■ **TASK PROMPT**
Please say how many lines in the records below contain the word "from", giving the number alone.

________________

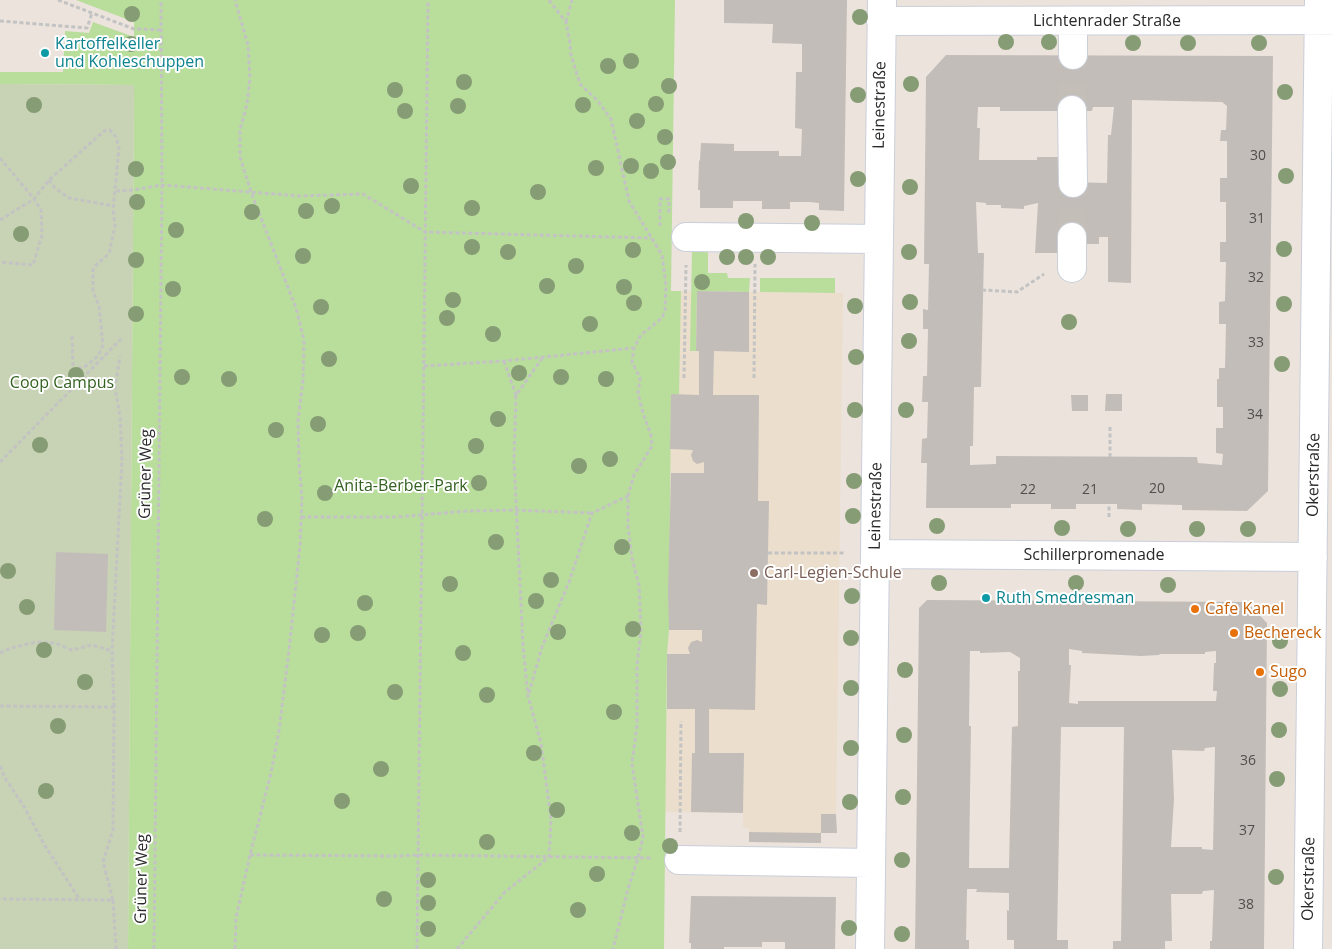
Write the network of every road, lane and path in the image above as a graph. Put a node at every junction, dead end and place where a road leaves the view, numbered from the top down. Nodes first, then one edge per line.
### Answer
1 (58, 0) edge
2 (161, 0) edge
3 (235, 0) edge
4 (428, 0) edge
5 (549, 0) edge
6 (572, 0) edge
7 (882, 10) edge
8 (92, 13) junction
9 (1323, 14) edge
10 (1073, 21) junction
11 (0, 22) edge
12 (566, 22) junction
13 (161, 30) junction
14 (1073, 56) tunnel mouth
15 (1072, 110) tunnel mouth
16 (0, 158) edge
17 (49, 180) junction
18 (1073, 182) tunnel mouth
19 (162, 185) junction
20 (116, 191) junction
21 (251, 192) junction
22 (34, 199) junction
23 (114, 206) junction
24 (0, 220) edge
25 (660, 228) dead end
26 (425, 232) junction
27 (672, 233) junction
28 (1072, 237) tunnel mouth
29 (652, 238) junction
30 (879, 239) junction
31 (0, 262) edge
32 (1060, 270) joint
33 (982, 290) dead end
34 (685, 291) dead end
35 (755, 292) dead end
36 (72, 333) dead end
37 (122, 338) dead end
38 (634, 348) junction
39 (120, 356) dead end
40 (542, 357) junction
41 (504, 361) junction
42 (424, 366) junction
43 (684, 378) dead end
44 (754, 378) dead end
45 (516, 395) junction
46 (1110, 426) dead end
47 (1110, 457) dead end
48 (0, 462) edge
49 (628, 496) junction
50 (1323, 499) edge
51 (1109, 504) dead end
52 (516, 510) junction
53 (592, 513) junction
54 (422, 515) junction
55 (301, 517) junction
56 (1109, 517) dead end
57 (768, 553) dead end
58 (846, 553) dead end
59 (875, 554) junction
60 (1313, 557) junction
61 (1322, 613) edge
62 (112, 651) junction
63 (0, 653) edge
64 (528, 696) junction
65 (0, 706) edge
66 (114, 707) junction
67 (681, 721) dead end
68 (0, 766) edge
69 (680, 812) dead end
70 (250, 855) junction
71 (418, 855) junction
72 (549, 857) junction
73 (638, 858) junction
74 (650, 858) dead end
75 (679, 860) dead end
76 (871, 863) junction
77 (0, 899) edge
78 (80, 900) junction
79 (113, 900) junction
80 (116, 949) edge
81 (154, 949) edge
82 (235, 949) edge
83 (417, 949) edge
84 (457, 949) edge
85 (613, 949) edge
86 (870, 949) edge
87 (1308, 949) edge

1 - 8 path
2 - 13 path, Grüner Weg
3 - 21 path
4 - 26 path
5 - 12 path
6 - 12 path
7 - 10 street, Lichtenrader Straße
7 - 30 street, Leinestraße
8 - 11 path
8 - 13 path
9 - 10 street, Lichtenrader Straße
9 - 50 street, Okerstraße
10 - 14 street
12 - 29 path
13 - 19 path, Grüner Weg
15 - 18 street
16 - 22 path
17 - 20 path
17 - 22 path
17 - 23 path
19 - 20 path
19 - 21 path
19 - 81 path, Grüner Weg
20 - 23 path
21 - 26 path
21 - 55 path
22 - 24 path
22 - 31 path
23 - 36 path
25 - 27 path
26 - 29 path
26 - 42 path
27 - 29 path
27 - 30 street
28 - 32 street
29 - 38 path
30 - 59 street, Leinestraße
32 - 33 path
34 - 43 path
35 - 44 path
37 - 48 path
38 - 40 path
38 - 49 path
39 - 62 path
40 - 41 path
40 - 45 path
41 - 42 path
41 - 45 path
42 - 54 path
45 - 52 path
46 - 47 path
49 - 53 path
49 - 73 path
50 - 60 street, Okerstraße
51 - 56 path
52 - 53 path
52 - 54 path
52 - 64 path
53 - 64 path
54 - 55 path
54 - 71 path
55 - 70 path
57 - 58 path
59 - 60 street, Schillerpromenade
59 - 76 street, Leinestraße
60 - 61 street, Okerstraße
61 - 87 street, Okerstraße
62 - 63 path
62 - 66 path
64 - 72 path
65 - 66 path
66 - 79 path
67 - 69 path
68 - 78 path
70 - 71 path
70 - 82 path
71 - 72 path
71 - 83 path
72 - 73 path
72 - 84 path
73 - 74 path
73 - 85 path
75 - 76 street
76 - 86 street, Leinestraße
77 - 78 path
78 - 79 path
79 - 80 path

________________

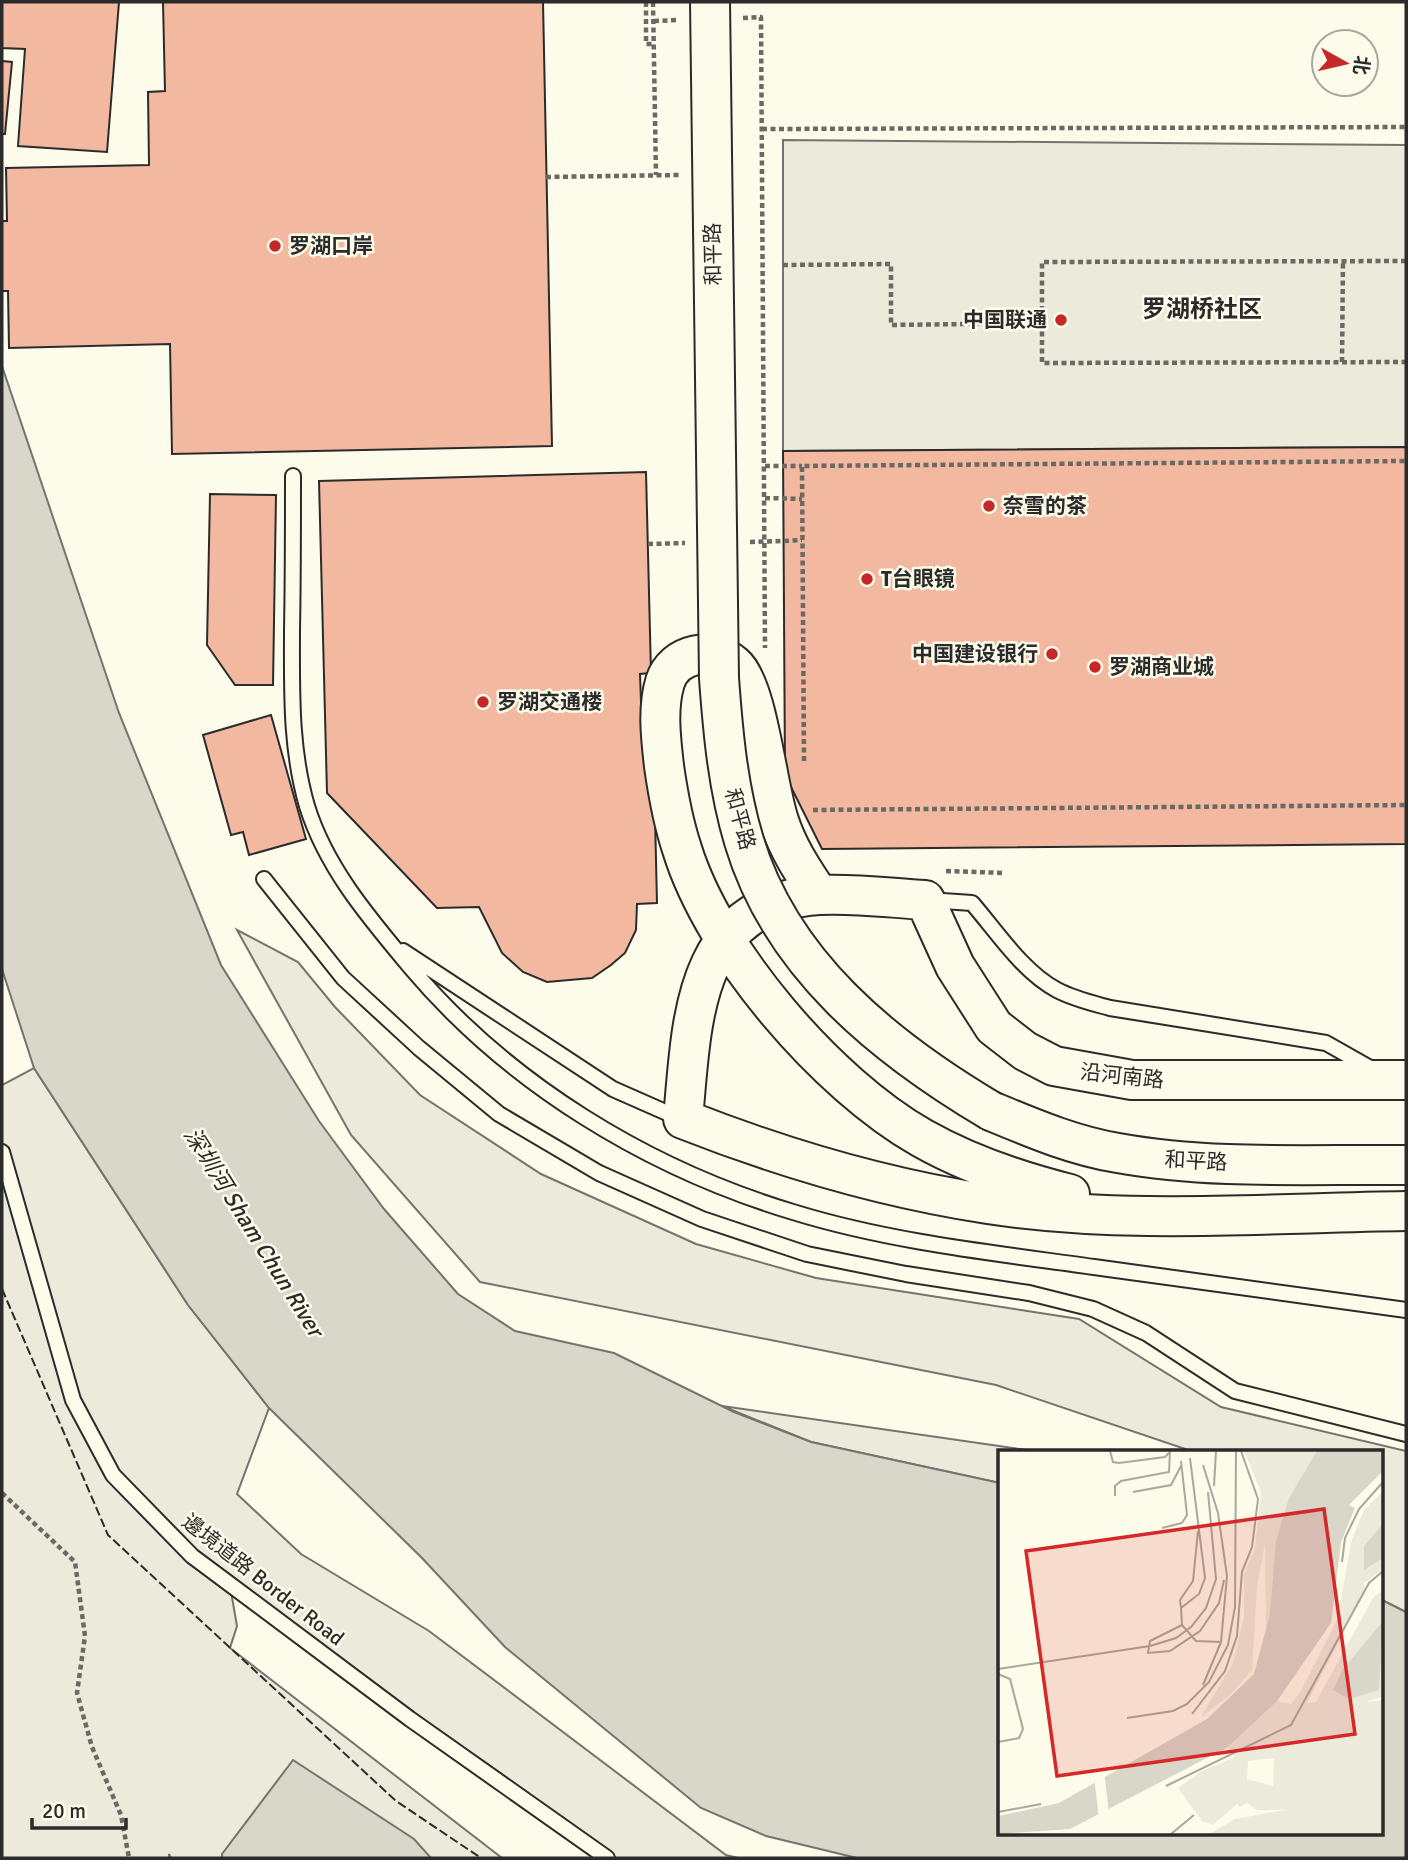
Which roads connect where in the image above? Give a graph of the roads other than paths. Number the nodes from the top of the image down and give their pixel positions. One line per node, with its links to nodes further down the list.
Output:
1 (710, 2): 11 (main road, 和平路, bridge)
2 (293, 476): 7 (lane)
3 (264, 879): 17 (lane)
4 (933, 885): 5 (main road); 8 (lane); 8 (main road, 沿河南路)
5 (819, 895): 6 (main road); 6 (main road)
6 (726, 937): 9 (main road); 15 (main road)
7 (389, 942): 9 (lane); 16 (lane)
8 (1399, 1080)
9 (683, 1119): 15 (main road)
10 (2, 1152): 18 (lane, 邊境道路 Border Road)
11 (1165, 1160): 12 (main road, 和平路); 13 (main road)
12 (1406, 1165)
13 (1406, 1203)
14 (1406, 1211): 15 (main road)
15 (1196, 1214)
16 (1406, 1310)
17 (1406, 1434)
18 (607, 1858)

________________

■ **ANSWER SPACE**
2